Cicéron, qui fit de la poésie l’exercice de son jeune âge et la consolation des chagrins politiques de sa vieillesse, a donné, on le sait, des Phénomènes et des Pronostics d’Aratus une traduction qu’on peut rapporter à ces deux époques de sa vie littéraire, et qui n’est pas tout-à-fait indigne de l’estime qu’il avait pour elle. Il n’y paraît pas toujours trop inférieur à son élégant modèle’ ni trop différent de lui-même. Il était réellement, dans un temps qui allait produire Lucrèce, le premier poète aussi.bien que le premier orateur de Rome : c’est Plutarque[1] qui l’a dit hardiment, sans tenir compte des plaisanteries impertinentes de Juvénal, de Martial, ingrats héritiers d’un art que Cicéron, après tout ; avait des premiers contribué à former.

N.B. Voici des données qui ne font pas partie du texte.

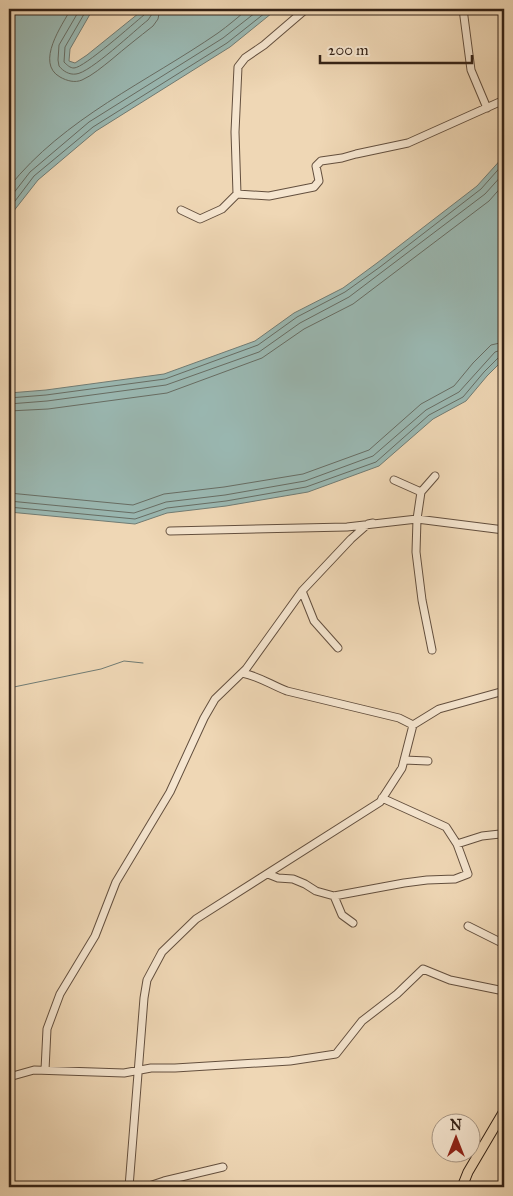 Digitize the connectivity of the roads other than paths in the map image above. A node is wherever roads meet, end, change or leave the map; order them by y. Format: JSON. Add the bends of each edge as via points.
{"nodes":[{"id":1,"x":306,"y":9,"type":"edge"},
{"id":2,"x":463,"y":9,"type":"edge"},
{"id":3,"x":504,"y":100,"type":"edge"},
{"id":4,"x":487,"y":108,"type":"junction"},
{"id":5,"x":237,"y":194,"type":"junction"},
{"id":6,"x":181,"y":210,"type":"dead end"},
{"id":7,"x":435,"y":476,"type":"dead end"},
{"id":8,"x":394,"y":480,"type":"dead end"},
{"id":9,"x":420,"y":492,"type":"junction"},
{"id":10,"x":417,"y":519,"type":"junction"},
{"id":11,"x":373,"y":522,"type":"junction"},
{"id":12,"x":504,"y":530,"type":"edge"},
{"id":13,"x":170,"y":531,"type":"dead end"},
{"id":14,"x":302,"y":591,"type":"junction"},
{"id":15,"x":338,"y":648,"type":"dead end"},
{"id":16,"x":432,"y":650,"type":"dead end"},
{"id":17,"x":242,"y":673,"type":"junction"},
{"id":18,"x":504,"y":690,"type":"edge"},
{"id":19,"x":413,"y":725,"type":"junction"},
{"id":20,"x":404,"y":760,"type":"junction"},
{"id":21,"x":428,"y":761,"type":"dead end"},
{"id":22,"x":382,"y":798,"type":"junction"},
{"id":23,"x":500,"y":834,"type":"dead end"},
{"id":24,"x":457,"y":844,"type":"junction"},
{"id":25,"x":268,"y":874,"type":"junction"},
{"id":26,"x":334,"y":896,"type":"junction"},
{"id":27,"x":353,"y":923,"type":"dead end"},
{"id":28,"x":468,"y":926,"type":"dead end"},
{"id":29,"x":504,"y":944,"type":"edge"},
{"id":30,"x":504,"y":991,"type":"edge"},
{"id":31,"x":44,"y":1070,"type":"junction"},
{"id":32,"x":138,"y":1070,"type":"junction"},
{"id":33,"x":9,"y":1077,"type":"edge"},
{"id":34,"x":504,"y":1111,"type":"edge"},
{"id":35,"x":223,"y":1167,"type":"dead end"},
{"id":36,"x":129,"y":1187,"type":"edge"},
{"id":37,"x":146,"y":1187,"type":"edge"},
{"id":38,"x":462,"y":1187,"type":"edge"}],
"edges":[{"from":1,"to":5,"type":"street","via":[[238,67]]},
{"from":2,"to":4,"type":"street","via":[[471,70]]},
{"from":3,"to":4,"type":"street"},
{"from":4,"to":5,"type":"street","via":[[408,143],[321,161],[316,166],[319,181],[314,187],[269,196]]},
{"from":5,"to":6,"type":"street","via":[[222,209],[200,218]]},
{"from":7,"to":9,"type":"street"},
{"from":8,"to":9,"type":"street"},
{"from":9,"to":10,"type":"street"},
{"from":10,"to":11,"type":"street"},
{"from":10,"to":12,"type":"street"},
{"from":10,"to":16,"type":"street","via":[[416,552]]},
{"from":11,"to":13,"type":"street","via":[[346,527]]},
{"from":11,"to":14,"type":"street","via":[[351,539]]},
{"from":14,"to":15,"type":"street","via":[[314,621]]},
{"from":14,"to":17,"type":"street"},
{"from":17,"to":19,"type":"street","via":[[257,676],[287,691],[398,718]]},
{"from":17,"to":31,"type":"street","via":[[215,699],[170,792],[116,882],[95,936],[60,994],[47,1029]]},
{"from":18,"to":19,"type":"street","via":[[439,709]]},
{"from":19,"to":20,"type":"street"},
{"from":20,"to":21,"type":"street"},
{"from":20,"to":22,"type":"street"},
{"from":22,"to":24,"type":"street","via":[[446,828]]},
{"from":22,"to":25,"type":"street"},
{"from":23,"to":24,"type":"street"},
{"from":24,"to":26,"type":"street","via":[[468,874],[455,879],[404,883]]},
{"from":25,"to":26,"type":"street","via":[[293,879]]},
{"from":25,"to":32,"type":"street","via":[[196,919],[162,952],[147,980]]},
{"from":26,"to":27,"type":"street","via":[[342,915]]},
{"from":28,"to":29,"type":"street"},
{"from":30,"to":32,"type":"street","via":[[450,980],[423,969],[362,1021],[336,1054],[290,1061]]},
{"from":31,"to":32,"type":"street","via":[[124,1073]]},
{"from":31,"to":33,"type":"street"},
{"from":32,"to":36,"type":"street"},
{"from":34,"to":38,"type":"main road"},
{"from":35,"to":37,"type":"street"}]} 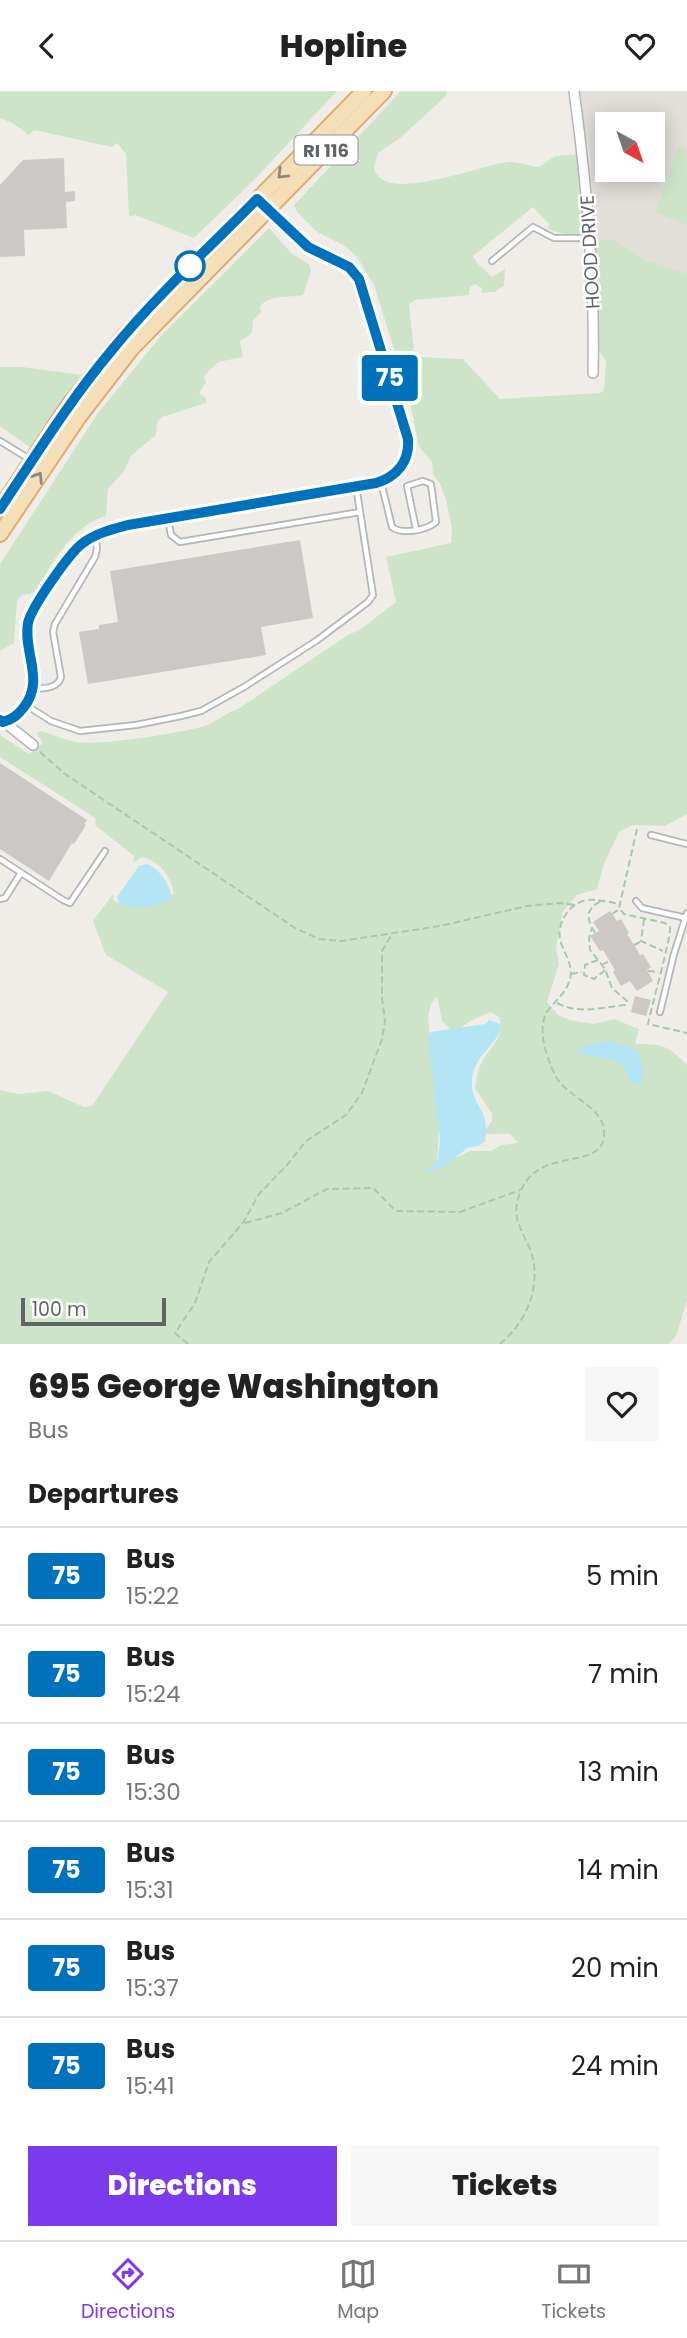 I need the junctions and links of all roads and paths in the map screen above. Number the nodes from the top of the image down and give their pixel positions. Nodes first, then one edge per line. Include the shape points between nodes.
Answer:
1 (364, 91) edge
2 (384, 91) edge
3 (574, 91) edge
4 (262, 204) junction
5 (589, 238) junction
6 (492, 261) dead end
7 (593, 373) dead end
8 (0, 441) edge
9 (32, 460) junction
10 (381, 481) junction
11 (356, 486) junction
12 (0, 509) edge
13 (360, 512) junction
14 (167, 518) junction
15 (416, 529) junction
16 (0, 534) edge
17 (95, 536) junction
18 (33, 689) junction
19 (26, 705) junction
20 (1, 721) edge
21 (33, 745) joint
22 (637, 829) dead end
23 (651, 835) dead end
24 (687, 844) edge
25 (105, 851) dead end
26 (0, 859) edge
27 (21, 873) junction
28 (0, 899) edge
29 (602, 901) junction
30 (636, 901) dead end
31 (620, 904) junction
32 (575, 905) junction
33 (619, 910) junction
34 (612, 914) dead end
35 (686, 917) edge
36 (644, 918) junction
37 (592, 928) junction
38 (392, 933) junction
39 (595, 933) dead end
40 (640, 941) junction
41 (634, 945) dead end
42 (664, 951) junction
43 (599, 960) junction
44 (610, 961) dead end
45 (602, 965) junction
46 (605, 969) junction
47 (648, 971) dead end
48 (583, 972) junction
49 (660, 972) junction
50 (571, 974) junction
51 (556, 1002) junction
52 (660, 1012) dead end
53 (687, 1033) edge
54 (521, 1190) junction
55 (243, 1223) junction
56 (188, 1344) edge
57 (500, 1344) edge

1 -> 4 main road, RI 116
2 - 4 main road, RI 116
3 - 5 street, HOOD DRIVE
4 - 9 main road, RI 116 via 124,336
4 - 10 street via 308,247 349,267 359,279 408,446 398,471
16 -> 4 main road, RI 116 via 109,376
5 - 6 lane via 554,238 533,227
5 - 7 street, HOOD DRIVE
8 - 9 lane
9 - 12 main road, RI 116
10 - 11 street
10 - 15 lane via 392,527 404,532
11 - 13 lane
11 - 14 street
13 - 14 lane via 180,542 171,535
13 - 19 lane via 373,595 369,602 244,687 201,711 80,731 51,722
14 - 17 street
15 - 15 lane via 436,521 431,484 423,481 407,486
17 - 18 street via 73,552 31,614 28,636
17 - 18 lane via 95,557 53,632 60,682
18 - 19 street
19 - 20 street via 12,719
20 - 21 street
21 - 38 path via 65,775 307,935 341,941
22 - 31 path
23 - 24 lane
25 - 27 lane via 70,903
26 - 27 lane
27 - 28 lane
29 - 31 path
29 - 32 path
29 - 37 path via 588,914
30 - 35 lane via 642,908
31 - 33 path
32 - 38 path via 545,903
32 - 50 path via 564,917 560,931
33 - 34 path
33 - 36 path
35 - 52 lane
36 - 40 path
36 - 42 path via 670,927
37 - 39 path
37 - 43 path via 589,946
38 - 55 path via 382,951 382,1039 362,1093 346,1115 306,1141 259,1194
40 - 41 path
40 - 42 path
42 - 49 path
43 - 45 path
43 - 48 path via 587,963
44 - 45 path
45 - 46 path
46 - 48 path via 594,979
46 - 51 path via 610,985 626,1005 576,1011
47 - 49 path
48 - 50 path
49 - 53 path via 648,1024
50 - 51 path
51 - 54 path via 543,1024 553,1069 561,1084 598,1117 604,1137 590,1154 538,1168
54 - 55 path via 460,1212 397,1211 373,1188 327,1189 282,1213
54 - 57 path via 516,1219 533,1259 534,1285 522,1319
55 - 56 path via 209,1262 195,1303 175,1333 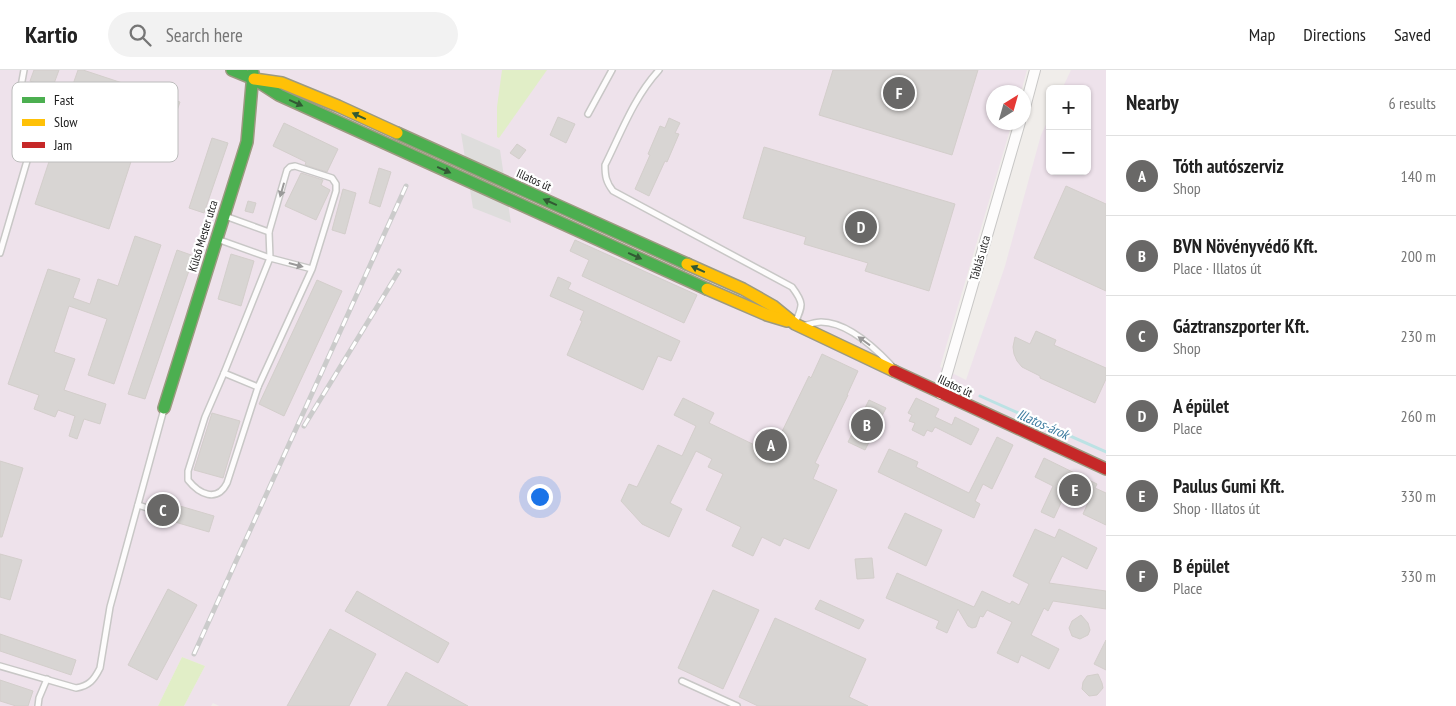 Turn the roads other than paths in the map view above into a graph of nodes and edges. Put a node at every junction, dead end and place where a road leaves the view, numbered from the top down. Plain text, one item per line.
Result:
1 (232, 70) edge
2 (612, 70) edge
3 (659, 70) edge
4 (1036, 70) edge
5 (253, 75) edge
6 (1031, 87) edge
7 (588, 114) dead end
8 (1018, 130) edge
9 (27, 162) edge
10 (224, 216) junction
11 (269, 232) junction
12 (217, 239) junction
13 (0, 253) edge
14 (270, 258) junction
15 (312, 268) junction
16 (798, 325) junction
17 (224, 372) junction
18 (899, 374) junction
19 (258, 387) junction
20 (941, 394) junction
21 (164, 408) joint
22 (1106, 469) edge
23 (138, 505) junction
24 (169, 515) dead end
25 (0, 666) edge
26 (47, 679) junction
27 (682, 681) dead end
28 (38, 706) edge
29 (737, 706) edge

1 - 5 street, Illatos út
2 - 7 lane
3 - 16 lane
4 - 6 street
5 - 10 street, Külső Mester utca
5 - 16 street, Illatos út
8 - 20 street, Táblás utca
9 - 13 lane
10 - 11 lane
10 - 12 street, Külső Mester utca
11 - 14 lane
15 -> 11 lane
12 - 14 lane
12 - 21 street, Külső Mester utca
14 -> 15 lane
14 - 17 lane
15 - 19 lane
16 - 18 street, Illatos út
18 -> 16 lane
17 - 19 lane
17 - 19 lane
18 - 20 street, Illatos út
20 - 22 street, Illatos út
21 - 23 lane
23 - 24 lane
23 - 26 lane
25 - 26 lane
26 - 28 lane
27 - 29 lane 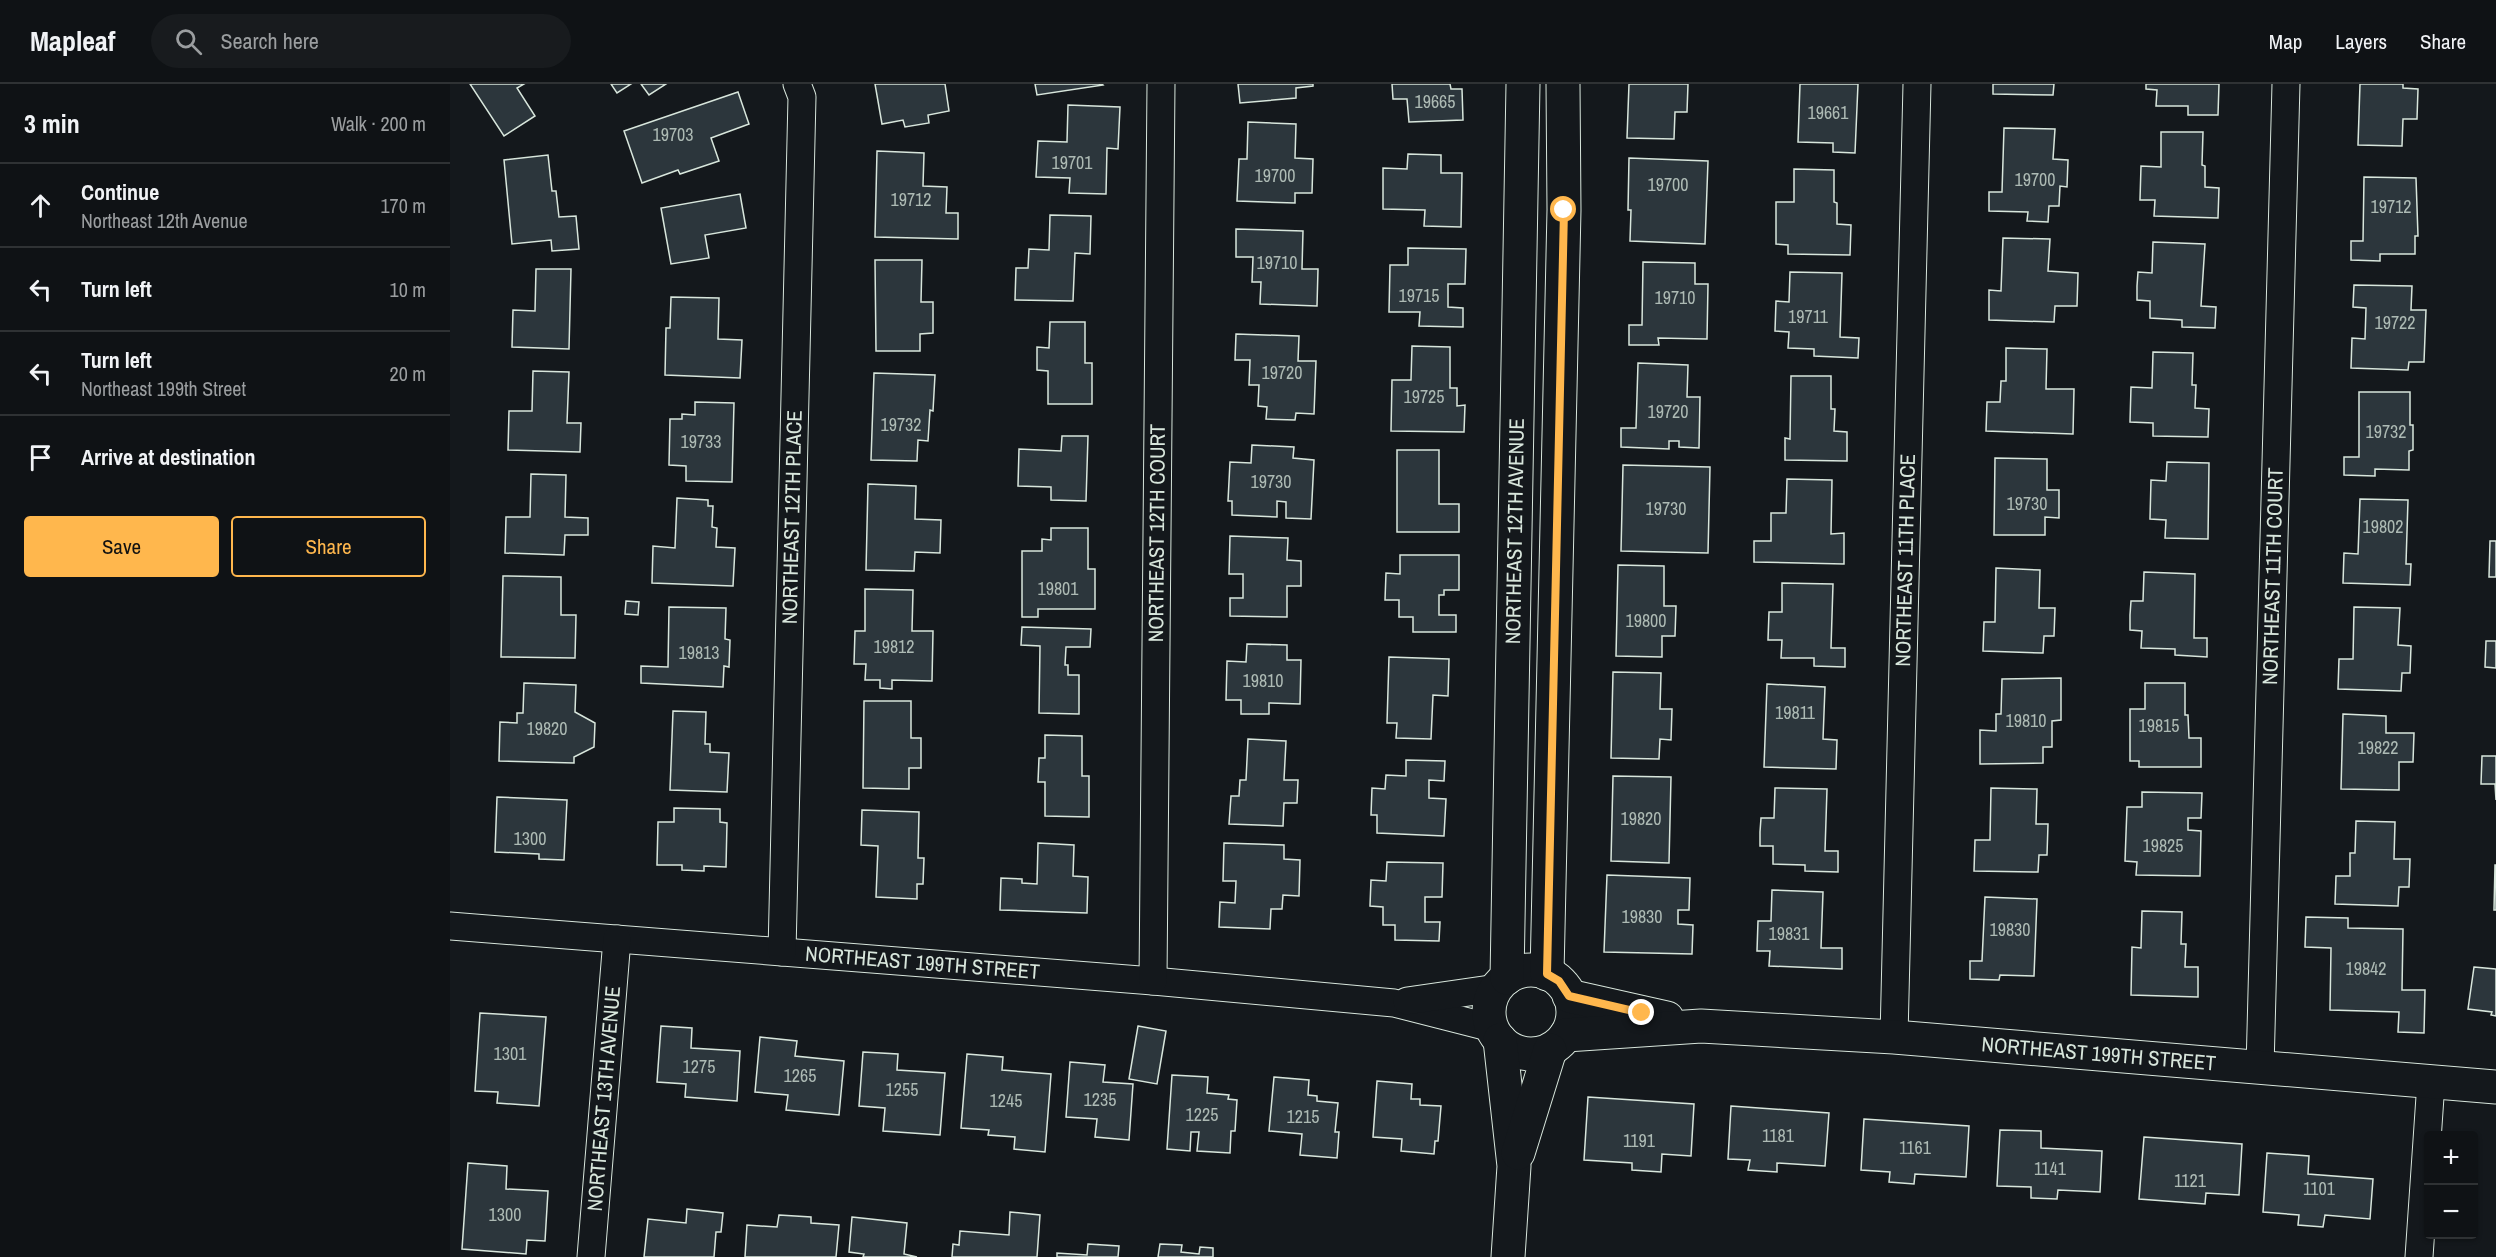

Son frère Quintus, son second en toutes choses, poète amateur aussi, qui faisait quatre tragédies en quinze jours, comme Marcus cinq cents vers en une nuit, s’était, de son côté, exercé dans le genre didactique. On peut regretter pour sa mémoire poétique que son Zodiaque, du reste fort dégradé par le temps, ne se soit pas perdu avec son Érigone sur les routes de la Gaule, si sûres, disait plaisamment Cicéron, sous le gouvernement de César, excepté toutefois pour les tragédies[2].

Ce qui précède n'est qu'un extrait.